El género de terror, desde siempre, ha representado los miedos universales y atemporales del ser humano, pero también el zeitgeist, el fantasma de los tiempos. Es decir, el aire que se respira en una época concreta. ¿Qué les voy a contar que no sepan? El fantasma que atraviesa nuestros días es aterrador. El aire es venenoso. Estamos en peligro.
Quienes no somos hombres heterosexuales, millonarios y poderosos, vivimos tiempos siniestros: los migrantes, el colectivo LGTBI, las niñas, adolescentes y mujeres, las precarias, los desempleados, los refugiados, las que viven en un país en guerra o en esta otra guerra: la del cambio climático y todos, todas, todes, a las que no nos protege el paraguas de ser ciudadanos ejemplares.
Somos “los otros” de “los ellos” que lo controlan todo. Yo tengo miedo. Tengo miedo todo el tiempo. Escribo porque tengo miedo, porque soy mujer, porque me han enseñado a odiar mi cuerpo, porque soy extranjera, porque vivo en un país en el que el fascismo leuda en el horno de la indiferencia general, porque en el país en el que nací aparece decapitada la gente que se niega a pagar a los narcos el derecho a tener un negocio propio, porque todo sube menos mis ingresos, por la precariedad de los que me rodean, porque el planeta está destruido y en Europa no hace más que ganar espacios la ultraderecha.
¿Ustedes no tienen miedo? Díganme, ¿de qué tienen miedo? Muchos escritores y escritoras que nos dedicamos al género del terror lo hacemos porque es esa, quizás, la única manera de sacarnos los traumas, personales y colectivos, de dentro, una lección de anatomía, y eviscerarlos para verlos y luego compartirlos.

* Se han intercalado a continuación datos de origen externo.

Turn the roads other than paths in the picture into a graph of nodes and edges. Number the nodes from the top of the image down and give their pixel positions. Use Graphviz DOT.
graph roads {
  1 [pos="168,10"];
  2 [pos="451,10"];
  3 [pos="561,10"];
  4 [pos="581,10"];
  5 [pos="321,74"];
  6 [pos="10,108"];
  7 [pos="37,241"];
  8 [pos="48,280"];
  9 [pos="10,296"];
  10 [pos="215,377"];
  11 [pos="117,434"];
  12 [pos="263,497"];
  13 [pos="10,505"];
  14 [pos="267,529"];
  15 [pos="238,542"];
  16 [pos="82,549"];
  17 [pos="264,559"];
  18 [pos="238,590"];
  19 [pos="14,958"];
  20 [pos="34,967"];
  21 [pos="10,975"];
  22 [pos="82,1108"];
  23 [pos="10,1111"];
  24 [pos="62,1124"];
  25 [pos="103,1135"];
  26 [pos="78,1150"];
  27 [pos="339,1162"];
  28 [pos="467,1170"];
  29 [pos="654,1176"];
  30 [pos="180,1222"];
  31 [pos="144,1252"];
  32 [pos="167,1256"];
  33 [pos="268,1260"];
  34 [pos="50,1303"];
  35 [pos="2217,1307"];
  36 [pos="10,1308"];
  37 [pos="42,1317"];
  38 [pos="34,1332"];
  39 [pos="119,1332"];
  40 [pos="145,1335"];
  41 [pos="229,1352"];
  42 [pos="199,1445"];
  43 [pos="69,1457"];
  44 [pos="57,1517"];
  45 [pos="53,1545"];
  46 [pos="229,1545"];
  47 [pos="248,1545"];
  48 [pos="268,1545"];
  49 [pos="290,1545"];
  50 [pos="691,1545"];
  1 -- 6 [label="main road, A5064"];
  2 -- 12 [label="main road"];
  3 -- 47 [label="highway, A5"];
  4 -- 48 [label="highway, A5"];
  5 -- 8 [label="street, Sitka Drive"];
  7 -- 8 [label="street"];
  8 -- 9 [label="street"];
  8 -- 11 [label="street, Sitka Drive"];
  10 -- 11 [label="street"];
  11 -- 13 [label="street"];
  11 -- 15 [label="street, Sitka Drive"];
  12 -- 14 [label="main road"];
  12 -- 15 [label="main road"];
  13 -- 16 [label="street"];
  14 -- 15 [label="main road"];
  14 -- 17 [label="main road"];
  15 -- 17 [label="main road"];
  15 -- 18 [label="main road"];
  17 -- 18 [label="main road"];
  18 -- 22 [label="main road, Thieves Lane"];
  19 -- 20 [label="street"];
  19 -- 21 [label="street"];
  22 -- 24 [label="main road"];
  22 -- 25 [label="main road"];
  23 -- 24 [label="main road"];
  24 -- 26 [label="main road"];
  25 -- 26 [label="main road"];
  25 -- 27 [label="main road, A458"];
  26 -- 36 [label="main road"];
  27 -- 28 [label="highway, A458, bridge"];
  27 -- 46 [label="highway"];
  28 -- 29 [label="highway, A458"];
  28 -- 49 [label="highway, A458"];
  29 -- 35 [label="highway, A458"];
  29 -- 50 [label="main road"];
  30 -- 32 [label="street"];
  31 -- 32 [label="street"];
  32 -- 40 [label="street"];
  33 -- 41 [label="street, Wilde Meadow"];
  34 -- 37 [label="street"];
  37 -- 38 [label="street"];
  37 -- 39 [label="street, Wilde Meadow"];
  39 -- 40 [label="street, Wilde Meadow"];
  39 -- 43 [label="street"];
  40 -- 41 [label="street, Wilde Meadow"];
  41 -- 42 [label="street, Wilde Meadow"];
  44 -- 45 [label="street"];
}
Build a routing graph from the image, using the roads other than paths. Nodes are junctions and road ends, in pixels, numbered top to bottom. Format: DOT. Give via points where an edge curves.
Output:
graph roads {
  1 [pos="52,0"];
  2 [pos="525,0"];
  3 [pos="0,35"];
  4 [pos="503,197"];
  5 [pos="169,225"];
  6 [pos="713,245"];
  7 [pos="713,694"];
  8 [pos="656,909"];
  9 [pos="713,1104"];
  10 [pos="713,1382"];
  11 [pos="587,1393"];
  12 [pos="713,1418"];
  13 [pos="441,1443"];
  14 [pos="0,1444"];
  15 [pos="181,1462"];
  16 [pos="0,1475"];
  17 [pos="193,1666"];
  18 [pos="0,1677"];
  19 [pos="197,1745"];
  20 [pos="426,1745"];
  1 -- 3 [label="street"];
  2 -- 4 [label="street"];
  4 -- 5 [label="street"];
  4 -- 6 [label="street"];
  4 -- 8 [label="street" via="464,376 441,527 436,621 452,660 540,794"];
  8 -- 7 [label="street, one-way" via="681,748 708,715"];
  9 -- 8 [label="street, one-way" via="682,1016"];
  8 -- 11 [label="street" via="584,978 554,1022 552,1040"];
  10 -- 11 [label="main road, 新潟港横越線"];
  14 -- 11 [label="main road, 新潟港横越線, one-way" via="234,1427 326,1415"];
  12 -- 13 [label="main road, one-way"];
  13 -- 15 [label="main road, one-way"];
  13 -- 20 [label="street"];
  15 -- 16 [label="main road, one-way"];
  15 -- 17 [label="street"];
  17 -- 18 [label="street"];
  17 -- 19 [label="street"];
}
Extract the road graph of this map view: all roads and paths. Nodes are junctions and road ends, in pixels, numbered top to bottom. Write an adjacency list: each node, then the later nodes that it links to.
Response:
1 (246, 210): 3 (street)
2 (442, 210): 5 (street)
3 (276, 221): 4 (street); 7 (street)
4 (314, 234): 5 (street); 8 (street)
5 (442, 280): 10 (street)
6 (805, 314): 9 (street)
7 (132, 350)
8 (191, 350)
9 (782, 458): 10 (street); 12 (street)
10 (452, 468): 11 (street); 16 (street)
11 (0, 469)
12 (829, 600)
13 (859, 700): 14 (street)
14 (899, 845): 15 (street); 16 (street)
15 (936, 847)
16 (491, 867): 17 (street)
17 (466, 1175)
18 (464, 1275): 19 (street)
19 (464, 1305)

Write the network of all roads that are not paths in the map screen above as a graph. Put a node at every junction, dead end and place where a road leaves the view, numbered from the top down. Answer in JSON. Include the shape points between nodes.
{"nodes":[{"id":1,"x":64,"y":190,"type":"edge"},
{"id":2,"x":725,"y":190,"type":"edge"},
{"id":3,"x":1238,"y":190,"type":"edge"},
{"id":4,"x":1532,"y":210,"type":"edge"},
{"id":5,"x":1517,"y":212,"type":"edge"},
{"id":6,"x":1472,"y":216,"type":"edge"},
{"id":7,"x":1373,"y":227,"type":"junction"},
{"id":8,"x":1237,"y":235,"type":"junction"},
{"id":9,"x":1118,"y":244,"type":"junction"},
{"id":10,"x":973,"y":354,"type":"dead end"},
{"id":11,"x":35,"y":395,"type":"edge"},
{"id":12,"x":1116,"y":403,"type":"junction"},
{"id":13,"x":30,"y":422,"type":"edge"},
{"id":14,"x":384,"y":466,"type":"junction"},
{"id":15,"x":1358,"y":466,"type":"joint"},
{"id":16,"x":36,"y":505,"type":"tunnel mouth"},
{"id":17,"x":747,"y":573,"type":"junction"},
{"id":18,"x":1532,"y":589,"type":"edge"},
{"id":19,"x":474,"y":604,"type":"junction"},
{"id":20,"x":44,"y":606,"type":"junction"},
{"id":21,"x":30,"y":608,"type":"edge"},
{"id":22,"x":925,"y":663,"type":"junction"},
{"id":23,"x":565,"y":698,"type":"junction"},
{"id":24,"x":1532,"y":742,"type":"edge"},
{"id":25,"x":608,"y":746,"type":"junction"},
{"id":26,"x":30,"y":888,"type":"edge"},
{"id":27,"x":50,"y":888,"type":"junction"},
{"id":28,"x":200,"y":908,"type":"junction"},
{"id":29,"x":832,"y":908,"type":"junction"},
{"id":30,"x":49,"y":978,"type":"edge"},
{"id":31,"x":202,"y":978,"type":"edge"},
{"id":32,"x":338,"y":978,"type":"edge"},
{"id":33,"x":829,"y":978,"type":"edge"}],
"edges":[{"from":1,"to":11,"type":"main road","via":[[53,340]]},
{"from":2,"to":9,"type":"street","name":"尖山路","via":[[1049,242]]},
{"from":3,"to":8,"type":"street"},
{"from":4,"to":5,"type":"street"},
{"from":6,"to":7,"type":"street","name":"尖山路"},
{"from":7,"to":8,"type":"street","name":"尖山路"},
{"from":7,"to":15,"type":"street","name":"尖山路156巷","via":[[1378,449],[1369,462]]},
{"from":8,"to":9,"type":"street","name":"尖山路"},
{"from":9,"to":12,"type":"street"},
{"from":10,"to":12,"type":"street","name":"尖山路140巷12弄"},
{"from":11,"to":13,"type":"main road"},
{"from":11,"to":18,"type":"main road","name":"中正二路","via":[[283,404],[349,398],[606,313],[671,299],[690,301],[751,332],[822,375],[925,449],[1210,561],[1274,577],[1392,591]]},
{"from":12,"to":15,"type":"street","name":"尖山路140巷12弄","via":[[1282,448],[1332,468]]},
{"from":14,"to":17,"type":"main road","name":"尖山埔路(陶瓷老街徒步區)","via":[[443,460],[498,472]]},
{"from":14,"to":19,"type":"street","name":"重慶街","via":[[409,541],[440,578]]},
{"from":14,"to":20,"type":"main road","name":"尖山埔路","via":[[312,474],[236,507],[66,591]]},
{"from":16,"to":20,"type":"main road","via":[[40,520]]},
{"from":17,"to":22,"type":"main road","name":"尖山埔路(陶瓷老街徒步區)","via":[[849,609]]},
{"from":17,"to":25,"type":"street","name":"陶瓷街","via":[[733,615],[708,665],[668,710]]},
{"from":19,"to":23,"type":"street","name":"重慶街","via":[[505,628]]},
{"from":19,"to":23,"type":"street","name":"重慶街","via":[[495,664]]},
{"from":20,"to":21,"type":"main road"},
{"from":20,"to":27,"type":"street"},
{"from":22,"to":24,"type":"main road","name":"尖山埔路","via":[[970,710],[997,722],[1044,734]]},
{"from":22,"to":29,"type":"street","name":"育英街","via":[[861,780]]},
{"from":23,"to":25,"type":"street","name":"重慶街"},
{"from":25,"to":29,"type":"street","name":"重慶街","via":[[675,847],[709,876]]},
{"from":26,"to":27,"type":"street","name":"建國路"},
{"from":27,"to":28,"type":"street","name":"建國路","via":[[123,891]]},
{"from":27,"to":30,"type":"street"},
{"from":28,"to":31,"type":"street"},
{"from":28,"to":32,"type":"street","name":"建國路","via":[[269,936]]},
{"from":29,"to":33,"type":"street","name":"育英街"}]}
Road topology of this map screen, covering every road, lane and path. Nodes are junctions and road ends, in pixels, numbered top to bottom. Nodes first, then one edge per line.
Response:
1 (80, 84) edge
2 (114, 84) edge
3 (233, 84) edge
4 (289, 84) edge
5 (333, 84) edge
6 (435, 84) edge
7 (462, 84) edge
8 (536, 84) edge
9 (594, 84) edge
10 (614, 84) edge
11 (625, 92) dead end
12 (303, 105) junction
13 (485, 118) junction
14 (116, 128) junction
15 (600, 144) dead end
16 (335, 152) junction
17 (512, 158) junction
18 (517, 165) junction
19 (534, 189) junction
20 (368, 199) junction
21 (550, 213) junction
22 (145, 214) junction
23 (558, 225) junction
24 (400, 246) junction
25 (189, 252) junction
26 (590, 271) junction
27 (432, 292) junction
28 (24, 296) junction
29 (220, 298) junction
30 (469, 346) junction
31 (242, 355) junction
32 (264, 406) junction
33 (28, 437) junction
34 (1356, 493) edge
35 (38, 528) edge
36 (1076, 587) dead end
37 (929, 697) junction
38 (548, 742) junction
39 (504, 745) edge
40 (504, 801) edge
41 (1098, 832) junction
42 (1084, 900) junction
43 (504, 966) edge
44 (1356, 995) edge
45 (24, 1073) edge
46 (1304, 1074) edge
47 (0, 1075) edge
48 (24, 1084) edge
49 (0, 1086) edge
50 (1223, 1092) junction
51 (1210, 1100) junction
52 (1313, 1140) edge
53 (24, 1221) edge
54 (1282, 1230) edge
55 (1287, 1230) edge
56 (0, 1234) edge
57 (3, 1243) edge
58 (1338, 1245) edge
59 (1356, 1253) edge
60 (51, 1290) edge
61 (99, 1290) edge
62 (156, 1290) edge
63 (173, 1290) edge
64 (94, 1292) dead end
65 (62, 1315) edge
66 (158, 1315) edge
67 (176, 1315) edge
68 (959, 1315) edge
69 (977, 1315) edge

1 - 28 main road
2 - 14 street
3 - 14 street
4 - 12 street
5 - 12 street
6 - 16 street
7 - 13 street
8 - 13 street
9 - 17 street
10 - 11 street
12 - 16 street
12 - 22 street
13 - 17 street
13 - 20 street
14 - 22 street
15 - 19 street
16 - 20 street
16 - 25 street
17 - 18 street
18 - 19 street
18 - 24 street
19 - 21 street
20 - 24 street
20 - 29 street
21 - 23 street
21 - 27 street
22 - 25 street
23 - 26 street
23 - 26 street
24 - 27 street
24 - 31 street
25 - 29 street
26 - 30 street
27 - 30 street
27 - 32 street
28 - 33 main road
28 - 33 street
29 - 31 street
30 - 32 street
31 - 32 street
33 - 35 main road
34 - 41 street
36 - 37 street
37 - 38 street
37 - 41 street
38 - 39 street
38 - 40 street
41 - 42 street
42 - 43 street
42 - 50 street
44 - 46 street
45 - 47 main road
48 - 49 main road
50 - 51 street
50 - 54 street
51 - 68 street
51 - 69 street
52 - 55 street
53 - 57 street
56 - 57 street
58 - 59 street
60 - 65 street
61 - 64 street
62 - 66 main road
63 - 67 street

La familia, por ejemplo, ese gigantesco generador de traumas, es, también, el germen de cientos de historias del género: hijos poseídos, abuelos que quieren robar la juventud de los nietos, un hogar roto en el que se instala una presencia maligna, una embarazada que sospecha que su marido y sus vecinos pertenecen a una secta satánica, un huésped caníbal en un hogar infeliz, niños que, de pronto, sienten la necesidad de matar a sus padres.
No es difícil entender que las historias de terror existen porque son una hipérbole del miedo cotidiano: mi hijo no me quiere, mi pareja tiene una doble vida, bebo demasiado, la vejez me asusta, siento que vivo con gente a la que no conozco de verdad, cómo voy a criar a estas criaturas sin padre o sin madre. ¿Me estoy enloqueciendo? ¿Qué va a pasar cuando se me acabe el dinero?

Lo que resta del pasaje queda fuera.